Task objective: In the listing that follows, give every line again exactly and omit the pictures.
++++ Records provided ++++
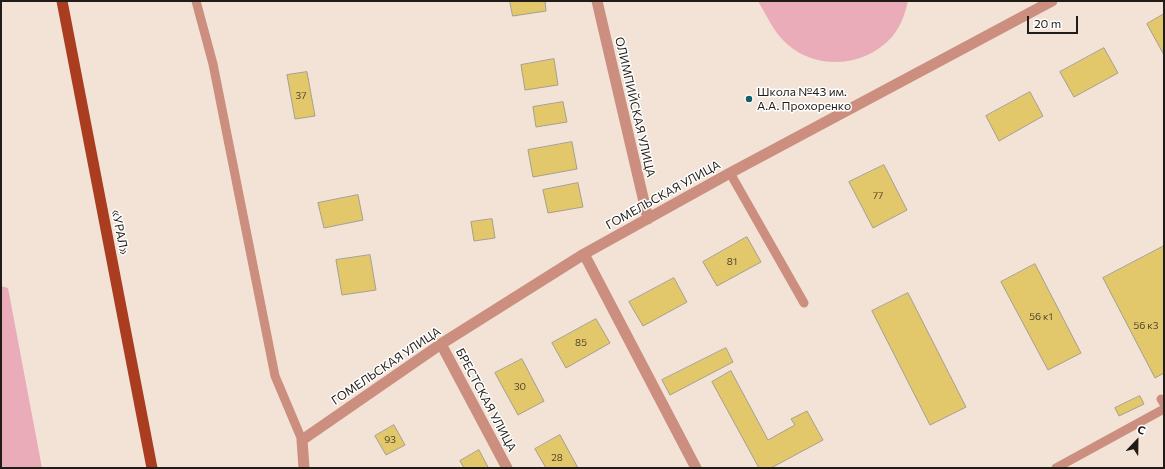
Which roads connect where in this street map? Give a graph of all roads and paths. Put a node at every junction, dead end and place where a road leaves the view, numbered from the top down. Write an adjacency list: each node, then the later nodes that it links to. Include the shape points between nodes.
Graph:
1 (62, 1): 12 (main road, «УРАЛ»)
2 (196, 1): 11 (lane, via 213,64 275,376)
3 (597, 1): 6 (street, ОЛИМПИЙСКАЯ УЛИЦА)
4 (1052, 1): 5 (street, ГОМЕЛЬСКАЯ УЛИЦА)
5 (730, 173): 6 (street, ГОМЕЛЬСКАЯ УЛИЦА); 8 (lane)
6 (648, 219): 7 (street, ГОМЕЛЬСКАЯ УЛИЦА)
7 (584, 254): 9 (street, ГОМЕЛЬСКАЯ УЛИЦА); 15 (street)
8 (804, 303)
9 (441, 344): 11 (street, ГОМЕЛЬСКАЯ УЛИЦА); 14 (street, БРЕСТСКАЯ УЛИЦА)
10 (1164, 409): 16 (lane)
11 (302, 440): 13 (street)
12 (152, 468)
13 (304, 468)
14 (507, 468)
15 (696, 468)
16 (1056, 468)

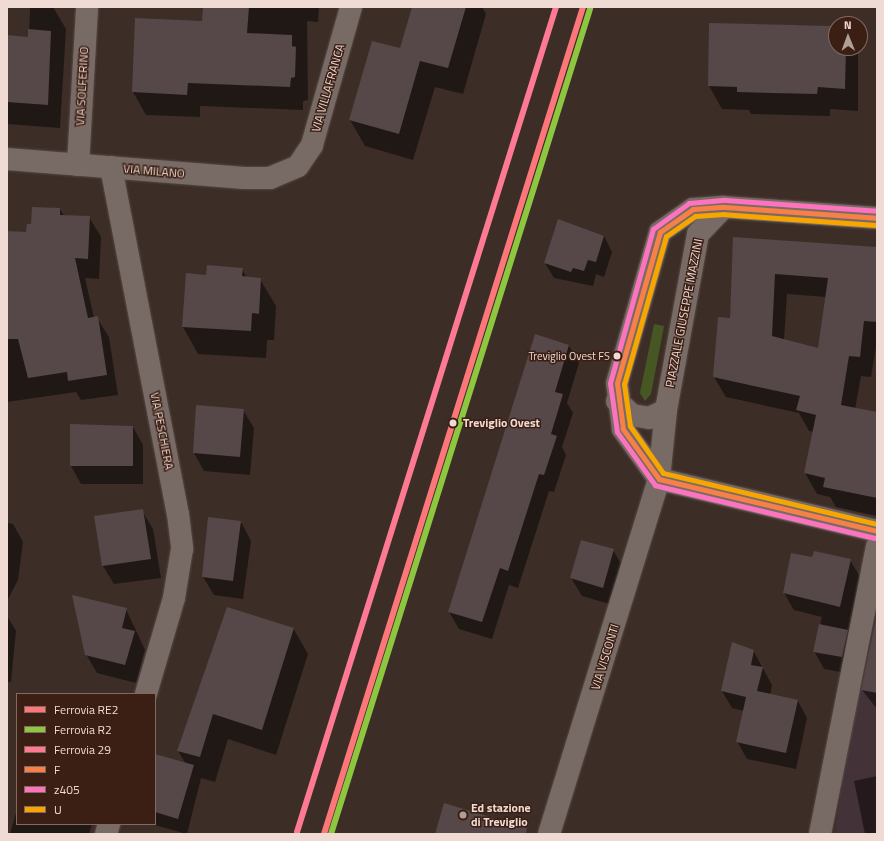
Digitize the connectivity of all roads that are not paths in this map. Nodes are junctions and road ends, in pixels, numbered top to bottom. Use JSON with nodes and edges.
{"nodes":[{"id":1,"x":87,"y":7,"type":"edge"},
{"id":2,"x":351,"y":7,"type":"edge"},
{"id":3,"x":7,"y":159,"type":"edge"},
{"id":4,"x":78,"y":165,"type":"junction"},
{"id":5,"x":298,"y":166,"type":"joint"},
{"id":6,"x":110,"y":167,"type":"junction"},
{"id":7,"x":724,"y":207,"type":"junction"},
{"id":8,"x":877,"y":218,"type":"edge"},
{"id":9,"x":617,"y":401,"type":"junction"},
{"id":10,"x":666,"y":410,"type":"junction"},
{"id":11,"x":660,"y":479,"type":"junction"},
{"id":12,"x":877,"y":531,"type":"edge"},
{"id":13,"x":877,"y":547,"type":"edge"},
{"id":14,"x":146,"y":693,"type":"edge"},
{"id":15,"x":549,"y":834,"type":"edge"},
{"id":16,"x":820,"y":834,"type":"edge"}],
"edges":[{"from":1,"to":4,"type":"street","name":"VIA SOLFERINO"},
{"from":2,"to":5,"type":"street","name":"VIA VILLAFRANCA"},
{"from":3,"to":4,"type":"street","name":"VIA MILANO"},
{"from":4,"to":6,"type":"street","name":"VIA MILANO"},
{"from":5,"to":6,"type":"street","name":"VIA MILANO"},
{"from":6,"to":14,"type":"street","name":"VIA PESCHIERA"},
{"from":7,"to":8,"type":"street"},
{"from":7,"to":9,"type":"street"},
{"from":7,"to":10,"type":"street","name":"PIAZZALE GIUSEPPE MAZZINI"},
{"from":9,"to":10,"type":"street"},
{"from":9,"to":11,"type":"street"},
{"from":10,"to":11,"type":"street","name":"PIAZZALE GIUSEPPE MAZZINI"},
{"from":11,"to":12,"type":"street"},
{"from":11,"to":15,"type":"street","name":"VIA VISCONTI"},
{"from":13,"to":16,"type":"street"}]}
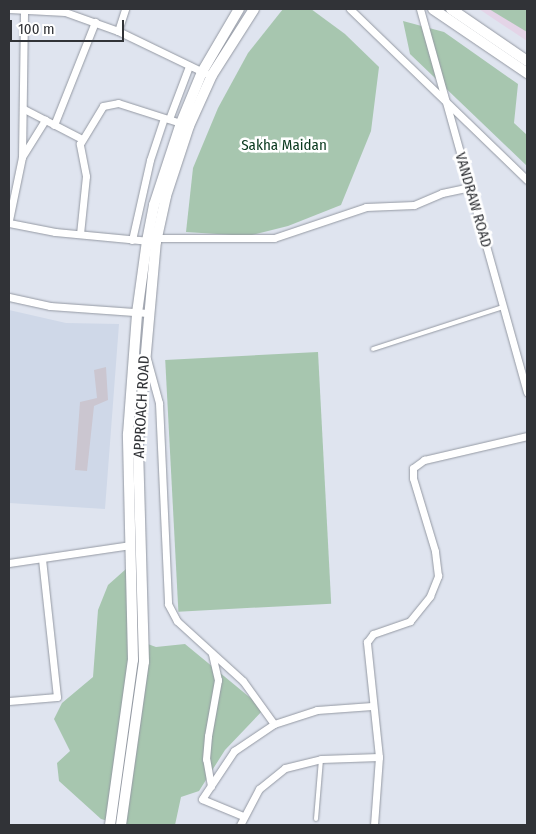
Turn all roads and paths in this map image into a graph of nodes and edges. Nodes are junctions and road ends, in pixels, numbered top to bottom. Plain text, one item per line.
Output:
1 (9, 9) edge
2 (125, 9) edge
3 (239, 9) edge
4 (254, 9) edge
5 (350, 9) edge
6 (420, 9) edge
7 (433, 9) edge
8 (450, 9) edge
9 (24, 10) edge
10 (65, 10) edge
11 (95, 22) junction
12 (118, 31) junction
13 (527, 61) edge
14 (189, 66) junction
15 (202, 72) junction
16 (527, 74) edge
17 (212, 75) junction
18 (447, 106) junction
19 (24, 109) junction
20 (166, 119) junction
21 (45, 120) junction
22 (54, 125) junction
23 (185, 125) junction
24 (82, 139) junction
25 (22, 157) junction
26 (527, 180) edge
27 (470, 187) junction
28 (9, 222) edge
29 (80, 234) junction
30 (132, 240) junction
31 (153, 240) junction
32 (9, 297) edge
33 (503, 307) junction
34 (142, 313) junction
35 (373, 349) dead end
36 (145, 354) junction
37 (527, 392) edge
38 (527, 436) edge
39 (131, 545) junction
40 (42, 560) junction
41 (9, 563) edge
42 (212, 653) junction
43 (9, 701) edge
44 (372, 706) junction
45 (274, 724) junction
46 (379, 757) junction
47 (321, 759) junction
48 (211, 786) junction
49 (243, 816) junction
50 (316, 819) dead end
51 (110, 825) edge
52 (121, 825) edge
53 (240, 825) edge
54 (374, 825) edge

1 - 9 street
2 - 12 street
3 - 15 street, APPROACH ROAD
4 - 17 street, APPROACH ROAD
5 - 18 street
6 - 18 street, VANDRAW ROAD
7 - 16 street
8 - 13 street
9 - 10 street
9 - 19 street
10 - 11 street
11 - 12 street
11 - 22 street
12 - 14 street
14 - 15 street
14 - 20 street
15 - 17 street
15 - 23 street, APPROACH ROAD
17 - 23 street, APPROACH ROAD
18 - 26 street
18 - 27 street, VANDRAW ROAD
19 - 21 street
19 - 25 street
20 - 23 street
20 - 24 street
20 - 30 street
21 - 22 street
21 - 25 street
22 - 24 street
23 - 31 street, APPROACH ROAD
24 - 29 street
25 - 28 street
27 - 31 street
27 - 33 street, VANDRAW ROAD
28 - 29 street
29 - 30 street
30 - 31 street
31 - 34 street, APPROACH ROAD
32 - 34 street
33 - 35 lane
33 - 37 street, VANDRAW ROAD
34 - 36 street, APPROACH ROAD
34 - 39 street, APPROACH ROAD
36 - 42 street
36 - 52 street, APPROACH ROAD
38 - 44 street
39 - 40 street
39 - 51 street, APPROACH ROAD
40 - 41 street
40 - 43 street
42 - 45 street
42 - 48 street
44 - 45 street
44 - 46 street
45 - 48 street
46 - 47 street
46 - 54 street
47 - 49 street
47 - 50 lane
48 - 49 street
49 - 53 street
++++
Task result:
Which roads connect where in this street map? Give a graph of all roads and paths. Put a node at every junction, dead end and place where a road leaves the view, numbered from the top down. Write an adjacency list: each node, then the later nodes that it links to. Include the shape points between nodes.
Graph:
1 (62, 1): 12 (main road, «УРАЛ»)
2 (196, 1): 11 (lane, via 213,64 275,376)
3 (597, 1): 6 (street, ОЛИМПИЙСКАЯ УЛИЦА)
4 (1052, 1): 5 (street, ГОМЕЛЬСКАЯ УЛИЦА)
5 (730, 173): 6 (street, ГОМЕЛЬСКАЯ УЛИЦА); 8 (lane)
6 (648, 219): 7 (street, ГОМЕЛЬСКАЯ УЛИЦА)
7 (584, 254): 9 (street, ГОМЕЛЬСКАЯ УЛИЦА); 15 (street)
8 (804, 303)
9 (441, 344): 11 (street, ГОМЕЛЬСКАЯ УЛИЦА); 14 (street, БРЕСТСКАЯ УЛИЦА)
10 (1164, 409): 16 (lane)
11 (302, 440): 13 (street)
12 (152, 468)
13 (304, 468)
14 (507, 468)
15 (696, 468)
16 (1056, 468)

Digitize the connectivity of all roads that are not paths in this map. Nodes are junctions and road ends, in pixels, numbered top to bottom. Use JSON with nodes and edges.
{"nodes":[{"id":1,"x":87,"y":7,"type":"edge"},
{"id":2,"x":351,"y":7,"type":"edge"},
{"id":3,"x":7,"y":159,"type":"edge"},
{"id":4,"x":78,"y":165,"type":"junction"},
{"id":5,"x":298,"y":166,"type":"joint"},
{"id":6,"x":110,"y":167,"type":"junction"},
{"id":7,"x":724,"y":207,"type":"junction"},
{"id":8,"x":877,"y":218,"type":"edge"},
{"id":9,"x":617,"y":401,"type":"junction"},
{"id":10,"x":666,"y":410,"type":"junction"},
{"id":11,"x":660,"y":479,"type":"junction"},
{"id":12,"x":877,"y":531,"type":"edge"},
{"id":13,"x":877,"y":547,"type":"edge"},
{"id":14,"x":146,"y":693,"type":"edge"},
{"id":15,"x":549,"y":834,"type":"edge"},
{"id":16,"x":820,"y":834,"type":"edge"}],
"edges":[{"from":1,"to":4,"type":"street","name":"VIA SOLFERINO"},
{"from":2,"to":5,"type":"street","name":"VIA VILLAFRANCA"},
{"from":3,"to":4,"type":"street","name":"VIA MILANO"},
{"from":4,"to":6,"type":"street","name":"VIA MILANO"},
{"from":5,"to":6,"type":"street","name":"VIA MILANO"},
{"from":6,"to":14,"type":"street","name":"VIA PESCHIERA"},
{"from":7,"to":8,"type":"street"},
{"from":7,"to":9,"type":"street"},
{"from":7,"to":10,"type":"street","name":"PIAZZALE GIUSEPPE MAZZINI"},
{"from":9,"to":10,"type":"street"},
{"from":9,"to":11,"type":"street"},
{"from":10,"to":11,"type":"street","name":"PIAZZALE GIUSEPPE MAZZINI"},
{"from":11,"to":12,"type":"street"},
{"from":11,"to":15,"type":"street","name":"VIA VISCONTI"},
{"from":13,"to":16,"type":"street"}]}
Turn all roads and paths in this map image into a graph of nodes and edges. Nodes are junctions and road ends, in pixels, numbered top to bottom. Plain text, one item per line.
Output:
1 (9, 9) edge
2 (125, 9) edge
3 (239, 9) edge
4 (254, 9) edge
5 (350, 9) edge
6 (420, 9) edge
7 (433, 9) edge
8 (450, 9) edge
9 (24, 10) edge
10 (65, 10) edge
11 (95, 22) junction
12 (118, 31) junction
13 (527, 61) edge
14 (189, 66) junction
15 (202, 72) junction
16 (527, 74) edge
17 (212, 75) junction
18 (447, 106) junction
19 (24, 109) junction
20 (166, 119) junction
21 (45, 120) junction
22 (54, 125) junction
23 (185, 125) junction
24 (82, 139) junction
25 (22, 157) junction
26 (527, 180) edge
27 (470, 187) junction
28 (9, 222) edge
29 (80, 234) junction
30 (132, 240) junction
31 (153, 240) junction
32 (9, 297) edge
33 (503, 307) junction
34 (142, 313) junction
35 (373, 349) dead end
36 (145, 354) junction
37 (527, 392) edge
38 (527, 436) edge
39 (131, 545) junction
40 (42, 560) junction
41 (9, 563) edge
42 (212, 653) junction
43 (9, 701) edge
44 (372, 706) junction
45 (274, 724) junction
46 (379, 757) junction
47 (321, 759) junction
48 (211, 786) junction
49 (243, 816) junction
50 (316, 819) dead end
51 (110, 825) edge
52 (121, 825) edge
53 (240, 825) edge
54 (374, 825) edge

1 - 9 street
2 - 12 street
3 - 15 street, APPROACH ROAD
4 - 17 street, APPROACH ROAD
5 - 18 street
6 - 18 street, VANDRAW ROAD
7 - 16 street
8 - 13 street
9 - 10 street
9 - 19 street
10 - 11 street
11 - 12 street
11 - 22 street
12 - 14 street
14 - 15 street
14 - 20 street
15 - 17 street
15 - 23 street, APPROACH ROAD
17 - 23 street, APPROACH ROAD
18 - 26 street
18 - 27 street, VANDRAW ROAD
19 - 21 street
19 - 25 street
20 - 23 street
20 - 24 street
20 - 30 street
21 - 22 street
21 - 25 street
22 - 24 street
23 - 31 street, APPROACH ROAD
24 - 29 street
25 - 28 street
27 - 31 street
27 - 33 street, VANDRAW ROAD
28 - 29 street
29 - 30 street
30 - 31 street
31 - 34 street, APPROACH ROAD
32 - 34 street
33 - 35 lane
33 - 37 street, VANDRAW ROAD
34 - 36 street, APPROACH ROAD
34 - 39 street, APPROACH ROAD
36 - 42 street
36 - 52 street, APPROACH ROAD
38 - 44 street
39 - 40 street
39 - 51 street, APPROACH ROAD
40 - 41 street
40 - 43 street
42 - 45 street
42 - 48 street
44 - 45 street
44 - 46 street
45 - 48 street
46 - 47 street
46 - 54 street
47 - 49 street
47 - 50 lane
48 - 49 street
49 - 53 street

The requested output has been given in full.